Directions ▸ Your answer must be an exact copy of the records below, with no pictures in it.

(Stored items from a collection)
================================

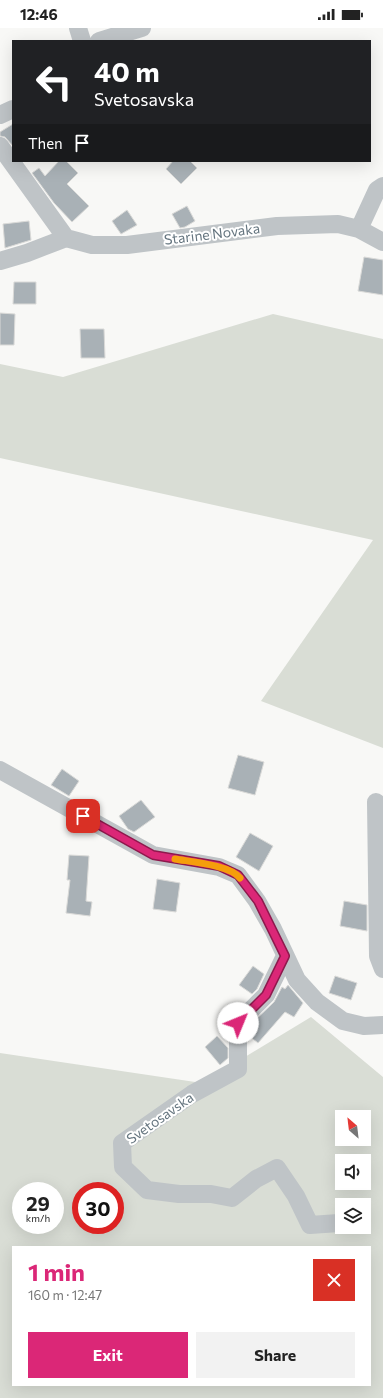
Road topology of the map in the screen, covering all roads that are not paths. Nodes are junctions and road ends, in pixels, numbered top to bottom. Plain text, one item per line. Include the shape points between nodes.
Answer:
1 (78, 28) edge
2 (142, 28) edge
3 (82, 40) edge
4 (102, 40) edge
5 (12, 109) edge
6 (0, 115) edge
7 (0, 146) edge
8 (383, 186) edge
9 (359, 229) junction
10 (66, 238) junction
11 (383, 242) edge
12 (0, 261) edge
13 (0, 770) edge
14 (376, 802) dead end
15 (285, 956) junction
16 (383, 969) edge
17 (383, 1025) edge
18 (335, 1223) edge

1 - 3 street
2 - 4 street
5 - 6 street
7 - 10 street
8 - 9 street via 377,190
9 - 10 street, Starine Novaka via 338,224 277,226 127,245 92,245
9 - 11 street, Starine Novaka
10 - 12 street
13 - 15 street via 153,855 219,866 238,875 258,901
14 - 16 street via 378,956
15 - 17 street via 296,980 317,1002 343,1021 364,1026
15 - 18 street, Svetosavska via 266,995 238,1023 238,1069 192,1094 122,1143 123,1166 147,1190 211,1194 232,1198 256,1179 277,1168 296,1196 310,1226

================================

Answer section ▸
Road topology of the map in the screen, covering all roads that are not paths. Nodes are junctions and road ends, in pixels, numbered top to bottom. Plain text, one item per line. Include the shape points between nodes.
Answer:
1 (78, 28) edge
2 (142, 28) edge
3 (82, 40) edge
4 (102, 40) edge
5 (12, 109) edge
6 (0, 115) edge
7 (0, 146) edge
8 (383, 186) edge
9 (359, 229) junction
10 (66, 238) junction
11 (383, 242) edge
12 (0, 261) edge
13 (0, 770) edge
14 (376, 802) dead end
15 (285, 956) junction
16 (383, 969) edge
17 (383, 1025) edge
18 (335, 1223) edge

1 - 3 street
2 - 4 street
5 - 6 street
7 - 10 street
8 - 9 street via 377,190
9 - 10 street, Starine Novaka via 338,224 277,226 127,245 92,245
9 - 11 street, Starine Novaka
10 - 12 street
13 - 15 street via 153,855 219,866 238,875 258,901
14 - 16 street via 378,956
15 - 17 street via 296,980 317,1002 343,1021 364,1026
15 - 18 street, Svetosavska via 266,995 238,1023 238,1069 192,1094 122,1143 123,1166 147,1190 211,1194 232,1198 256,1179 277,1168 296,1196 310,1226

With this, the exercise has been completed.